--- PROBLEM DETAILS ---
Write down every entry once more, exactly as it reads.

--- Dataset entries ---
= Beginning of Section =

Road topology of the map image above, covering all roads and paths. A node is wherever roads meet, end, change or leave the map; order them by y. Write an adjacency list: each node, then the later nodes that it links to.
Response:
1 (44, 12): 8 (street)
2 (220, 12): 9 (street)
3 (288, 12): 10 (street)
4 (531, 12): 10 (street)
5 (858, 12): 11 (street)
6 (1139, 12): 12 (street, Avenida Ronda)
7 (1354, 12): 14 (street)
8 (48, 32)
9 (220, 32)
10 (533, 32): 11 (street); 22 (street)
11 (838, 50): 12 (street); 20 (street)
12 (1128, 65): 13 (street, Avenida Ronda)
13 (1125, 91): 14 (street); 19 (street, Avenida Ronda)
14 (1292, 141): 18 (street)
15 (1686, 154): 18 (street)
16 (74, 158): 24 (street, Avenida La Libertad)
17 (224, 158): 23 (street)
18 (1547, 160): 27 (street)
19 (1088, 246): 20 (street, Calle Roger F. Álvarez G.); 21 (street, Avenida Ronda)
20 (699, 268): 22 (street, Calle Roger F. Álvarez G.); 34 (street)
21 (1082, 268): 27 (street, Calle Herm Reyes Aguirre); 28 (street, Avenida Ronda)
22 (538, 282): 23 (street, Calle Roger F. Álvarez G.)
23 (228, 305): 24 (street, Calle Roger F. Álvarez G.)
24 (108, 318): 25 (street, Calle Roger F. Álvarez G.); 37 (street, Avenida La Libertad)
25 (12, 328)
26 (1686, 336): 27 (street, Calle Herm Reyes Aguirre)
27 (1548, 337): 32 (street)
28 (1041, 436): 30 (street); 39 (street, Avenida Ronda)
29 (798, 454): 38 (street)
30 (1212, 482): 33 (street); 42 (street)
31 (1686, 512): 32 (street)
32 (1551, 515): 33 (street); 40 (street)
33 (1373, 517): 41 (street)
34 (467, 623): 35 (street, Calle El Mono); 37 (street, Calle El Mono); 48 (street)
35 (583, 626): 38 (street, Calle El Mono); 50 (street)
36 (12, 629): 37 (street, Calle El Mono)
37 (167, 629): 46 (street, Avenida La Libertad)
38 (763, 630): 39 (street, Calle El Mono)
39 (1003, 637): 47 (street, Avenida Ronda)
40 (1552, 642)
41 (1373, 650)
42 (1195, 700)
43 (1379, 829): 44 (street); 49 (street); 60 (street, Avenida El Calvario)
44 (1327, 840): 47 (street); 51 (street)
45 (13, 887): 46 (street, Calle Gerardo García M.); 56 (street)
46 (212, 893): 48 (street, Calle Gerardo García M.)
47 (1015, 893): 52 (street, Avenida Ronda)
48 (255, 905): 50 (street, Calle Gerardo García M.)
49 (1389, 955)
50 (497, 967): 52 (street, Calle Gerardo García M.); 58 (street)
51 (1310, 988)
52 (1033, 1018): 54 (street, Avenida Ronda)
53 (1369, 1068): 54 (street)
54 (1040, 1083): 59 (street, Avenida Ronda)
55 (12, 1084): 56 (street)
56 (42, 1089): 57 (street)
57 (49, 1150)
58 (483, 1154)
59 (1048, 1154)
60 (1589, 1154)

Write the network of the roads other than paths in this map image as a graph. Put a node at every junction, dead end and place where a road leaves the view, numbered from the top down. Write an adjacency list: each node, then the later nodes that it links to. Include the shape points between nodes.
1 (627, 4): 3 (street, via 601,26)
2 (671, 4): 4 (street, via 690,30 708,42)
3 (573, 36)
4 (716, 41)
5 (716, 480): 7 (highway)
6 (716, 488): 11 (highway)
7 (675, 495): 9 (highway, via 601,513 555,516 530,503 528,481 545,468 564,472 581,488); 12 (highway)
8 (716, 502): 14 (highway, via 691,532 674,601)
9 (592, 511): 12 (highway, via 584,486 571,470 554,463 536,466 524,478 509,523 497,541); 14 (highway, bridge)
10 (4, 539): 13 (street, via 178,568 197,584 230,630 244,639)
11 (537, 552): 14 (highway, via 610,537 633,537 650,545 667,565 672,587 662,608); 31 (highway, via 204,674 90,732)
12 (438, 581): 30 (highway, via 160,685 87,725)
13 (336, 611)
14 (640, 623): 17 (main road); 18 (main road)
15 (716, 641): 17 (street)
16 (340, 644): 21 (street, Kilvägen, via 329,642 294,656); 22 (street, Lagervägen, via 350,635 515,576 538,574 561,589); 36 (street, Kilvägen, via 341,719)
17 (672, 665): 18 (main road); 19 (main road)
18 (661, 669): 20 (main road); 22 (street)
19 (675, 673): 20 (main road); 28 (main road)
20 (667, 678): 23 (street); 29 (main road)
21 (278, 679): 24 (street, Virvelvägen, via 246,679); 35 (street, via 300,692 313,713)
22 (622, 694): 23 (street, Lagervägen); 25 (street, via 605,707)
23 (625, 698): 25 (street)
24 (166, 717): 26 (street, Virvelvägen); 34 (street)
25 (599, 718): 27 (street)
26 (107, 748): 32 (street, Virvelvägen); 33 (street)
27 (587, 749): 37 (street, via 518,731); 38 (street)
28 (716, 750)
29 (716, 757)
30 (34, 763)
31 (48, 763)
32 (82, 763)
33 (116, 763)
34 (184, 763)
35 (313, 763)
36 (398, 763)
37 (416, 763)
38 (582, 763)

= End of Section =

--- ANSWER ---
Road topology of the map image above, covering all roads and paths. A node is wherever roads meet, end, change or leave the map; order them by y. Write an adjacency list: each node, then the later nodes that it links to.
Response:
1 (44, 12): 8 (street)
2 (220, 12): 9 (street)
3 (288, 12): 10 (street)
4 (531, 12): 10 (street)
5 (858, 12): 11 (street)
6 (1139, 12): 12 (street, Avenida Ronda)
7 (1354, 12): 14 (street)
8 (48, 32)
9 (220, 32)
10 (533, 32): 11 (street); 22 (street)
11 (838, 50): 12 (street); 20 (street)
12 (1128, 65): 13 (street, Avenida Ronda)
13 (1125, 91): 14 (street); 19 (street, Avenida Ronda)
14 (1292, 141): 18 (street)
15 (1686, 154): 18 (street)
16 (74, 158): 24 (street, Avenida La Libertad)
17 (224, 158): 23 (street)
18 (1547, 160): 27 (street)
19 (1088, 246): 20 (street, Calle Roger F. Álvarez G.); 21 (street, Avenida Ronda)
20 (699, 268): 22 (street, Calle Roger F. Álvarez G.); 34 (street)
21 (1082, 268): 27 (street, Calle Herm Reyes Aguirre); 28 (street, Avenida Ronda)
22 (538, 282): 23 (street, Calle Roger F. Álvarez G.)
23 (228, 305): 24 (street, Calle Roger F. Álvarez G.)
24 (108, 318): 25 (street, Calle Roger F. Álvarez G.); 37 (street, Avenida La Libertad)
25 (12, 328)
26 (1686, 336): 27 (street, Calle Herm Reyes Aguirre)
27 (1548, 337): 32 (street)
28 (1041, 436): 30 (street); 39 (street, Avenida Ronda)
29 (798, 454): 38 (street)
30 (1212, 482): 33 (street); 42 (street)
31 (1686, 512): 32 (street)
32 (1551, 515): 33 (street); 40 (street)
33 (1373, 517): 41 (street)
34 (467, 623): 35 (street, Calle El Mono); 37 (street, Calle El Mono); 48 (street)
35 (583, 626): 38 (street, Calle El Mono); 50 (street)
36 (12, 629): 37 (street, Calle El Mono)
37 (167, 629): 46 (street, Avenida La Libertad)
38 (763, 630): 39 (street, Calle El Mono)
39 (1003, 637): 47 (street, Avenida Ronda)
40 (1552, 642)
41 (1373, 650)
42 (1195, 700)
43 (1379, 829): 44 (street); 49 (street); 60 (street, Avenida El Calvario)
44 (1327, 840): 47 (street); 51 (street)
45 (13, 887): 46 (street, Calle Gerardo García M.); 56 (street)
46 (212, 893): 48 (street, Calle Gerardo García M.)
47 (1015, 893): 52 (street, Avenida Ronda)
48 (255, 905): 50 (street, Calle Gerardo García M.)
49 (1389, 955)
50 (497, 967): 52 (street, Calle Gerardo García M.); 58 (street)
51 (1310, 988)
52 (1033, 1018): 54 (street, Avenida Ronda)
53 (1369, 1068): 54 (street)
54 (1040, 1083): 59 (street, Avenida Ronda)
55 (12, 1084): 56 (street)
56 (42, 1089): 57 (street)
57 (49, 1150)
58 (483, 1154)
59 (1048, 1154)
60 (1589, 1154)

Write the network of the roads other than paths in this map image as a graph. Put a node at every junction, dead end and place where a road leaves the view, numbered from the top down. Write an adjacency list: each node, then the later nodes that it links to. Include the shape points between nodes.
1 (627, 4): 3 (street, via 601,26)
2 (671, 4): 4 (street, via 690,30 708,42)
3 (573, 36)
4 (716, 41)
5 (716, 480): 7 (highway)
6 (716, 488): 11 (highway)
7 (675, 495): 9 (highway, via 601,513 555,516 530,503 528,481 545,468 564,472 581,488); 12 (highway)
8 (716, 502): 14 (highway, via 691,532 674,601)
9 (592, 511): 12 (highway, via 584,486 571,470 554,463 536,466 524,478 509,523 497,541); 14 (highway, bridge)
10 (4, 539): 13 (street, via 178,568 197,584 230,630 244,639)
11 (537, 552): 14 (highway, via 610,537 633,537 650,545 667,565 672,587 662,608); 31 (highway, via 204,674 90,732)
12 (438, 581): 30 (highway, via 160,685 87,725)
13 (336, 611)
14 (640, 623): 17 (main road); 18 (main road)
15 (716, 641): 17 (street)
16 (340, 644): 21 (street, Kilvägen, via 329,642 294,656); 22 (street, Lagervägen, via 350,635 515,576 538,574 561,589); 36 (street, Kilvägen, via 341,719)
17 (672, 665): 18 (main road); 19 (main road)
18 (661, 669): 20 (main road); 22 (street)
19 (675, 673): 20 (main road); 28 (main road)
20 (667, 678): 23 (street); 29 (main road)
21 (278, 679): 24 (street, Virvelvägen, via 246,679); 35 (street, via 300,692 313,713)
22 (622, 694): 23 (street, Lagervägen); 25 (street, via 605,707)
23 (625, 698): 25 (street)
24 (166, 717): 26 (street, Virvelvägen); 34 (street)
25 (599, 718): 27 (street)
26 (107, 748): 32 (street, Virvelvägen); 33 (street)
27 (587, 749): 37 (street, via 518,731); 38 (street)
28 (716, 750)
29 (716, 757)
30 (34, 763)
31 (48, 763)
32 (82, 763)
33 (116, 763)
34 (184, 763)
35 (313, 763)
36 (398, 763)
37 (416, 763)
38 (582, 763)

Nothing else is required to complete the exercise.